▸ Work instructions
Show me each line of the listing below where the word "江东门北街" appears.

Top of Dataset entries

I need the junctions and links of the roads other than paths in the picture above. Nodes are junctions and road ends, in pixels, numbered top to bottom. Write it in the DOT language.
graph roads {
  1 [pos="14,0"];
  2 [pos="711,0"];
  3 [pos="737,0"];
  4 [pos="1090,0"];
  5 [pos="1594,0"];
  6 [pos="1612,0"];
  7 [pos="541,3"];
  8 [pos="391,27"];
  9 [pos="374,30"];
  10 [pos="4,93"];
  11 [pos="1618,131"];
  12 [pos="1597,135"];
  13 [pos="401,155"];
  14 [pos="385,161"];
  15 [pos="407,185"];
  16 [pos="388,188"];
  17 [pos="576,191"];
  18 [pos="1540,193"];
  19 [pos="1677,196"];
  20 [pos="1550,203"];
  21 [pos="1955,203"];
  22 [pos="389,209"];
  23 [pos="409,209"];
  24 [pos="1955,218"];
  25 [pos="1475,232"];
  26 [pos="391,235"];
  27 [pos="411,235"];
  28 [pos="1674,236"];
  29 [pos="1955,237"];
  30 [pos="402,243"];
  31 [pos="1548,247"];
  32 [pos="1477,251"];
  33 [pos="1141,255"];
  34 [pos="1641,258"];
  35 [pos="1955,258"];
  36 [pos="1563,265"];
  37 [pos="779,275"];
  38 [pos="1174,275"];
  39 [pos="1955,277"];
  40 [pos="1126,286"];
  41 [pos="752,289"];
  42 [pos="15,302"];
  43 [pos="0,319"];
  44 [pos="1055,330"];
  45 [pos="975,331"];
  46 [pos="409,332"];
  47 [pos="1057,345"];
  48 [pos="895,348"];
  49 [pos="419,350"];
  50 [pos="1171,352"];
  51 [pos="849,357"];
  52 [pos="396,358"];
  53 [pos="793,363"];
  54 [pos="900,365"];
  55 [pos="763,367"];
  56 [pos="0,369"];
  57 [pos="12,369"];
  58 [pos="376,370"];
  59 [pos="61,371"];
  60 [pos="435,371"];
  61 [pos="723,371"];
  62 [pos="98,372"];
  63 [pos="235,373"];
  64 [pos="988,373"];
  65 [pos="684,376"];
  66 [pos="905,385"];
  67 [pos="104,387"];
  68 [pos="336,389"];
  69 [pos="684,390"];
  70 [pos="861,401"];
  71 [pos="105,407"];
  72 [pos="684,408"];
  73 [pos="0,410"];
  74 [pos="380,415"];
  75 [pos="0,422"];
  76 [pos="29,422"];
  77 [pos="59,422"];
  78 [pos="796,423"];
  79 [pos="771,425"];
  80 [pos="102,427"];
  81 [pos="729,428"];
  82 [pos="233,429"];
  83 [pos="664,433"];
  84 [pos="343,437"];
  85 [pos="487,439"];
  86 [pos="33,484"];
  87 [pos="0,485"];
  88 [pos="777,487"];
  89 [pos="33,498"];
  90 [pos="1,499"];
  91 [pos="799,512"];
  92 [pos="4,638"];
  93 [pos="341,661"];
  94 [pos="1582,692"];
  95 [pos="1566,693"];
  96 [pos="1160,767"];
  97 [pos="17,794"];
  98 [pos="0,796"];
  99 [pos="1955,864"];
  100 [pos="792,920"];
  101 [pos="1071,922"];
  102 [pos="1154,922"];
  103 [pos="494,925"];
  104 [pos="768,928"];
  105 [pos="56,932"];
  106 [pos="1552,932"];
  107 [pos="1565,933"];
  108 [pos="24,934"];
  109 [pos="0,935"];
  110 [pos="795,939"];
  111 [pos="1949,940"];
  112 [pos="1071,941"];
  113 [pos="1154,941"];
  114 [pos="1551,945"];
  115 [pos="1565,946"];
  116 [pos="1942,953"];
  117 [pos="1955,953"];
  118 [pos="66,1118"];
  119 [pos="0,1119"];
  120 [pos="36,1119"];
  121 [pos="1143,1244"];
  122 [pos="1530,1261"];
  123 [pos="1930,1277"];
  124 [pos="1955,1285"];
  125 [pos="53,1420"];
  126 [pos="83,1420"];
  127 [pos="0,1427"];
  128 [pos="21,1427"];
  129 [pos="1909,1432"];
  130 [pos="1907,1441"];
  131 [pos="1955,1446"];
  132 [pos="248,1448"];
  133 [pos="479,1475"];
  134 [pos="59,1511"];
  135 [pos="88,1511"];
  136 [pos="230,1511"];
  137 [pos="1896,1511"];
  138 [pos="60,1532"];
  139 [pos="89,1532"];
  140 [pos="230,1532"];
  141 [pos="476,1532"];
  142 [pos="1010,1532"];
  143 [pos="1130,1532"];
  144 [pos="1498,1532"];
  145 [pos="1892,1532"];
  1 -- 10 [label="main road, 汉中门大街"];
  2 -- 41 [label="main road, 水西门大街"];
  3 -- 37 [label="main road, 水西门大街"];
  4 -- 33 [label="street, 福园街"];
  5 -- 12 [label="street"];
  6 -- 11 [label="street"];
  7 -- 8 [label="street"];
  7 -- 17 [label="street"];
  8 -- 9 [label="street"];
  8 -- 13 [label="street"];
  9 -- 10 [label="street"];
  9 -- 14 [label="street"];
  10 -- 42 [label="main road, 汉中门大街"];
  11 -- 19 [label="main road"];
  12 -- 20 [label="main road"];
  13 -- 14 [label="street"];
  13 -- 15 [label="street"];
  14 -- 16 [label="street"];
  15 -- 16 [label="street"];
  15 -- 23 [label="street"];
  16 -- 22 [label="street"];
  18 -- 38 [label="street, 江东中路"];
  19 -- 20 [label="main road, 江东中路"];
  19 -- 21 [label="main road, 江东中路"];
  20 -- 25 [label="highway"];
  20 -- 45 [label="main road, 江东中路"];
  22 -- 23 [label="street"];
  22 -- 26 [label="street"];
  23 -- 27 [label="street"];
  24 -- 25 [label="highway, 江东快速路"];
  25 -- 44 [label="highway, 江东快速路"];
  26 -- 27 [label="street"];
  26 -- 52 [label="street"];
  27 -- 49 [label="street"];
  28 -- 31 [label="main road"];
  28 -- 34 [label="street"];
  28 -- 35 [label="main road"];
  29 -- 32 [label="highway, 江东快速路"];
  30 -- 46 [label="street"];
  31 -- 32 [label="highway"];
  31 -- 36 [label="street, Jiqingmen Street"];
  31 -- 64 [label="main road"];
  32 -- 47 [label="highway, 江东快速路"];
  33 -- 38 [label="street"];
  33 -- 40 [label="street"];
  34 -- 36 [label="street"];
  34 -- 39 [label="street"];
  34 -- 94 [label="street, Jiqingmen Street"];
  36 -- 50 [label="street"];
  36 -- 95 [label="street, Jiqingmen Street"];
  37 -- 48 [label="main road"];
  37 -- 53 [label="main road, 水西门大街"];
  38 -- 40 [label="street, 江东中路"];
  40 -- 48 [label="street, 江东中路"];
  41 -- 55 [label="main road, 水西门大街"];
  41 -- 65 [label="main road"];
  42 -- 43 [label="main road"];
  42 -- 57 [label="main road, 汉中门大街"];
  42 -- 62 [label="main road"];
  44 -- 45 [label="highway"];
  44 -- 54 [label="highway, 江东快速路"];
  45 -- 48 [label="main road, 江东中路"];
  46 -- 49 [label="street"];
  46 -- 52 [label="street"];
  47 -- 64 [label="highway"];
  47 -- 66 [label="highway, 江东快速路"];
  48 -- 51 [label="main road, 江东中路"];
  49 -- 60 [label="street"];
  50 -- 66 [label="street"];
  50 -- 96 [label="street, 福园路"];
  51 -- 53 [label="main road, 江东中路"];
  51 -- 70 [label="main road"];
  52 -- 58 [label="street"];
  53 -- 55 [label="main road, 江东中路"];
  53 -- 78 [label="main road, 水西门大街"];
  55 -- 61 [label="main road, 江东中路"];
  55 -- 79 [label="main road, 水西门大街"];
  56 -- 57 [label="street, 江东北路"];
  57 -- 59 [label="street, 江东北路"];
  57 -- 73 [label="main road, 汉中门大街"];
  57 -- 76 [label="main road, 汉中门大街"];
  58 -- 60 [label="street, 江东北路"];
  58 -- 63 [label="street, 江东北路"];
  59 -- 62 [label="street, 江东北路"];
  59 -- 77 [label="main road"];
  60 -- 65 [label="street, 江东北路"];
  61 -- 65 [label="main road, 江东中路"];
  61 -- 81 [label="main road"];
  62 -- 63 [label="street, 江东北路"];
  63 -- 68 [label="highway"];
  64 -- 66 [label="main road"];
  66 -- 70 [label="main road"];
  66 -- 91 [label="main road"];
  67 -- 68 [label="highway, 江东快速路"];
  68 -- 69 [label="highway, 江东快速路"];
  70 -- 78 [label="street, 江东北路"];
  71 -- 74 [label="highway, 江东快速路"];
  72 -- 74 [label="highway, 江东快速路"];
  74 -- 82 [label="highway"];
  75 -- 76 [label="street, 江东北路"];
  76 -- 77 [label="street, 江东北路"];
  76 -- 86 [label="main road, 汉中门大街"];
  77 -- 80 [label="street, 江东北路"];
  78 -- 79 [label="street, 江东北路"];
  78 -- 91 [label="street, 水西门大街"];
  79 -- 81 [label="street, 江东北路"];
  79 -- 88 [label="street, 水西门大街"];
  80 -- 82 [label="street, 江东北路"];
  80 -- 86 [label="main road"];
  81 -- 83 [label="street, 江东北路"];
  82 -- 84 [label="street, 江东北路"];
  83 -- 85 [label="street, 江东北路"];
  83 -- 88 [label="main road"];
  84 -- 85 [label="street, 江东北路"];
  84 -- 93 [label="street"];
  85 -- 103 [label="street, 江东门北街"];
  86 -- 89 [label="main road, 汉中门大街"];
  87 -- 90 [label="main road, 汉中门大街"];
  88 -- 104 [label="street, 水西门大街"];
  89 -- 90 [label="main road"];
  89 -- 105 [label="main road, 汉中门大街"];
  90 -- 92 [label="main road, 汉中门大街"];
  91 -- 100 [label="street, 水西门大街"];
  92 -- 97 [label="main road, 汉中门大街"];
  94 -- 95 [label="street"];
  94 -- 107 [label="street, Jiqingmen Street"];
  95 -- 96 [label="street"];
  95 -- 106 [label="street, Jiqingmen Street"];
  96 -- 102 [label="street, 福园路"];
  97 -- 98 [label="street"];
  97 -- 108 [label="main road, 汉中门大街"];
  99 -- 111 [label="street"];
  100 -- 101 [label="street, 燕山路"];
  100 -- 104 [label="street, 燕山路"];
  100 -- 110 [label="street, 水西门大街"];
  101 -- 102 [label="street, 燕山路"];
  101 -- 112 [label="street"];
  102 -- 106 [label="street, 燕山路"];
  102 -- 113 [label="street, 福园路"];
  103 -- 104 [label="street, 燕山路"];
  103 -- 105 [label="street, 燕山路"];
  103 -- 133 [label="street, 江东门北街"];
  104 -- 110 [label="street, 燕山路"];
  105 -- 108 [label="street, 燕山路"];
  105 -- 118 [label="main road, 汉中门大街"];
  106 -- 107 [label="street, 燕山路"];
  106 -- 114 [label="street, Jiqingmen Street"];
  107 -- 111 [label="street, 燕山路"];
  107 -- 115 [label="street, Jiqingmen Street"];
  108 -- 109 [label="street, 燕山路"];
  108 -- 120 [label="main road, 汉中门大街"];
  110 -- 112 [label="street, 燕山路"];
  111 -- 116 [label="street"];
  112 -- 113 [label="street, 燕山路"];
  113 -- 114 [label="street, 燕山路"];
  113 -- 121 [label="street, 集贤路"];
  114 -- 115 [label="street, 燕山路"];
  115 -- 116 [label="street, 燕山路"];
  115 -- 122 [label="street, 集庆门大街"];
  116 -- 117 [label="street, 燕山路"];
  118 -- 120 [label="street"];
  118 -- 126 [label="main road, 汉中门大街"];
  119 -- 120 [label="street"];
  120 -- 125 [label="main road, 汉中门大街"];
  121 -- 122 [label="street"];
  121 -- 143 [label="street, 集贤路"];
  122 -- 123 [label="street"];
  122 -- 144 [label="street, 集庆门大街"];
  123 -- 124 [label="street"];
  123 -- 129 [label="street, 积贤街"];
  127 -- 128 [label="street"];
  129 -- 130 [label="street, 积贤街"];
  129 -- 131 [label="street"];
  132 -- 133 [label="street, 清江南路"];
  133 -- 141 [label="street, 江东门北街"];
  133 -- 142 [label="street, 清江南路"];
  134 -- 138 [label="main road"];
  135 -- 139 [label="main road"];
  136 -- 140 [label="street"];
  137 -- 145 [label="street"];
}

Bottom of Dataset entries

▸ Solution
  85 -- 103 [label="street, 江东门北街"];
  103 -- 133 [label="street, 江东门北街"];
  133 -- 141 [label="street, 江东门北街"];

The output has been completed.